Does this cause problems in food and other commodity markets? Again, we can think about this problem from the point of view of theory and empirical evidence. And this is where it gets complicated. I will do my best to explain.
Let us assume that people expect a rise in the price of wheat by (say) 50 per cent over six months and the current price is 100. Let’s assume the commodity is wheat. There is a futures contract available that allows you to agree today a price at which you will buy a tonne of wheat in six months’ time. Given that we expect the wheat price to be 150 in six months’ time, it is highly likely that the futures contract will settle on a price of around 150. Assume a hedge fund buys that contract. In practice, what happens is that, in six months’ time the hedge fund pays 150 and receives an amount of money equal to the price of a tonne of wheat. In fact, the contract is designed, of course, so that the holder receives the difference between the price of a tonne of wheat and 150. The buyer – or speculator – gains from any increase in the price of wheat. At this level, the arrangement is really unconnected to the market for wheat. There is no mechanism (as yet) between the futures speculation and the actual price of wheat.
- Speculation in commodities futures
Now let’s assume there is speculation in the futures contract and everybody wants to buy it for some reason.

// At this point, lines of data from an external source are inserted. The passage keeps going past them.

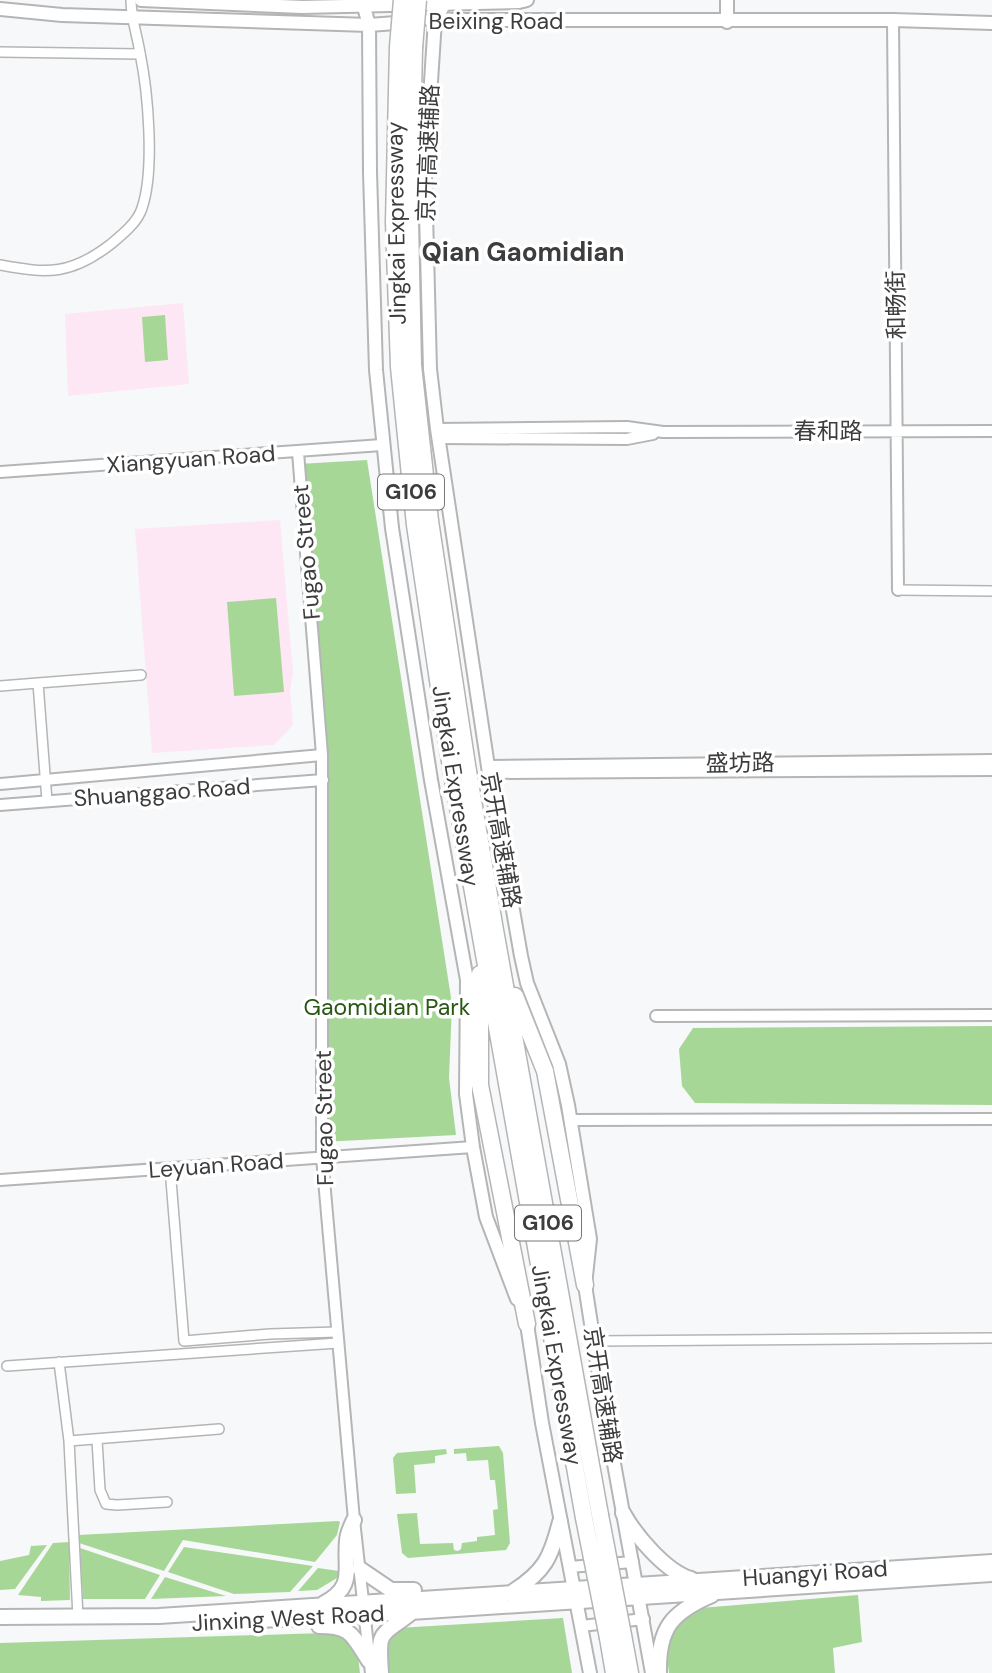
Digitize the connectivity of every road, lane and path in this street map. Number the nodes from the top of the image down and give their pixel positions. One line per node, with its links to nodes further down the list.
1 (131, 0): 11 (street)
2 (141, 0): 9 (main road, Beixing Road)
3 (402, 0): 17 (highway, G106, bridge)
4 (418, 0): 17 (highway, G106, bridge)
5 (527, 0): 8 (main road, Beixing Road)
6 (727, 0): 14 (main road)
7 (364, 3): 8 (main road, Beixing Road); 9 (main road, Beixing Road); 16 (main road)
8 (445, 3): 12 (main road, 京开高速辅路)
9 (307, 4)
10 (0, 9): 11 (main road, Beixing Road)
11 (131, 18): 16 (main road, Beixing Road); 19 (street)
12 (435, 20): 14 (main road, Beixing Road); 16 (main road, Beixing Road); 23 (main road, 京开高速辅路)
13 (893, 20): 14 (main road, Beixing Road); 15 (main road, Beixing Road); 22 (street, 和畅街)
14 (727, 22)
15 (992, 23)
16 (369, 25): 24 (main road)
17 (406, 47): 41 (highway, Jingkai Expressway / G106)
18 (0, 52): 19 (street)
19 (140, 54): 20 (street)
20 (0, 265)
21 (992, 431): 22 (street, 春和路)
22 (898, 432): 23 (street, 春和路); 27 (street, 和畅街)
23 (438, 433): 34 (main road, 京开高速辅路)
24 (382, 445): 25 (street, Xiangyuan Road); 46 (main road)
25 (298, 452): 26 (street, Xiangyuan Road); 32 (street, Fugao Street)
26 (0, 472)
27 (898, 590): 28 (street)
28 (992, 591)
29 (141, 675): 30 (street)
30 (38, 683): 31 (street); 37 (street)
31 (0, 686)
32 (322, 755): 36 (street, Fugao Street); 37 (street, Shuanggao Road)
33 (992, 761): 34 (street, 盛坊路)
34 (489, 770): 35 (street, 盛坊路); 45 (main road, 京开高速辅路)
35 (992, 770)
36 (323, 780): 39 (street, Shuanggao Road); 47 (street, Fugao Street)
37 (44, 781): 38 (street, Shuanggao Road); 39 (street)
38 (0, 784)
39 (47, 801): 40 (street, Shuanggao Road)
40 (0, 804)
41 (488, 931): 50 (highway); 51 (highway); 84 (highway, Jingkai Expressway / G106, bridge)
42 (992, 1015): 43 (street)
43 (656, 1016)
44 (992, 1119): 45 (street)
45 (571, 1120): 50 (main road, 京开高速辅路)
46 (473, 1147): 47 (street, Leyuan Road); 51 (main road)
47 (322, 1157): 48 (street, Leyuan Road); 52 (street, Fugao Street)
48 (170, 1168): 49 (street, Leyuan Road); 52 (street)
49 (0, 1180)
50 (584, 1285): 54 (main road, 京开高速辅路)
51 (527, 1324): 63 (main road)
52 (338, 1338): 55 (street); 62 (street, Fugao Street)
53 (992, 1338): 54 (street)
54 (593, 1341): 61 (main road, 京开高速辅路)
55 (59, 1362): 56 (street); 59 (street)
56 (7, 1367)
57 (219, 1429): 58 (street)
58 (97, 1440): 59 (street); 60 (street)
59 (69, 1441): 79 (street)
60 (167, 1502)
61 (623, 1513): 64 (main road, 京开高速辅路); 69 (main road)
62 (354, 1520): 67 (street, Fugao Street); 75 (main road)
63 (561, 1522): 66 (main road); 72 (main road)
64 (633, 1562): 66 (street); 70 (main road, 京开高速辅路)
65 (992, 1562): 69 (main road, Huangyi Road)
66 (569, 1567): 73 (main road)
67 (360, 1569): 74 (main road); 76 (street, Fugao Street)
68 (992, 1574): 71 (main road, Huangyi Road)
69 (695, 1580): 70 (main road, Huangyi Road)
70 (638, 1590): 71 (main road, Huangyi Road); 73 (main road); 81 (main road, 京开高速辅路)
71 (723, 1591): 91 (main road)
72 (512, 1592): 73 (main road, Jinxing West Road); 74 (main road, Jinxing West Road)
73 (575, 1595): 77 (main road, Jinxing West Road); 83 (main road)
74 (453, 1596): 76 (main road, Jinxing West Road)
75 (320, 1606): 76 (main road, Jinxing West Road); 79 (main road, Jinxing West Road)
76 (364, 1609): 77 (main road, Jinxing West Road); 80 (main road, Jinxing West Road); 85 (street, Fugao Street)
77 (412, 1612): 86 (main road)
78 (0, 1617): 79 (main road, Jinxing West Road)
79 (78, 1617)
80 (273, 1619): 82 (main road, Jinxing West Road); 85 (main road)
81 (644, 1619): 83 (street); 90 (main road, 京开高速辅路)
82 (0, 1626)
83 (581, 1626): 87 (main road)
84 (615, 1637): 88 (highway, G106); 89 (highway, G106)
85 (370, 1667)
86 (381, 1673)
87 (590, 1673)
88 (614, 1673)
89 (630, 1673)
90 (652, 1673)
91 (659, 1673)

Let’s say that the futures contract now rises in price to 200. This means that, in six months, the buyer receives the difference between the price of a tonne of wheat and 200. If the price of wheat does not rise to 200 within six months those who have bought the future will make a loss and those who have sold it will make a profit.
Can this speculation affect the wheat price?
There are various ways in which the price of wheat can react to and follow the price of the future – in other words, there are ways in which speculation can drive up prices. For example, traders could somehow corner the market in the underlying product – wheat – and withdraw the product from the market in order to keep the price up so that they make profits on their futures contracts. In some circumstances this would be illegal, but it is, in fact, pretty much impossible in relation to nearly all commodities and there is no real evidence of it ever happening. In general, futures traders never have access to the underlying product.
Secondly, the speculation in the futures market might somehow affect decisions to produce wheat thus driving up the price of the underlying commodity. However, the opposite is likely to happen. If farmers see that the futures price is high, it gives them an opportunity to lock in a high price for their produce today. They might be able to plant today (though this will depend on the nature of the commodity), and use the futures market to guarantee them the high price. But, this should bring forward food production more quickly than would otherwise happen.
Lastly, and this is most complicated, farmers might store their wheat when the futures price is higher than the current price. Most futures markets are in storable commodities and some – such as metal ores – can be stored indefinitely. If a farmer sees that the six month wheat futures price is 200, he might sell the future and put the wheat in storage. Thus, by selling the future and putting the wheat in storage, he has guaranteed himself a price of 200 and taken the wheat off the market for the duration of the contract. It would be sold again at a time when it was expected that the commodity would be even more scarce. If anything, the use of the futures market and the withdrawing of the produce from the market for a time is helpful, rather than harmful, in relieving scarcity.
If there are people going hungry at the time, this might be thought a bad thing. And it is just possible to envisage a mechanism where it might cause problems in some circumstances. However, in general, the effect is benign. The farmer doing exactly what happens in the bible – storing in years of relative plenty in order to sell it when there is a shortage. The futures market simply helps him to do that.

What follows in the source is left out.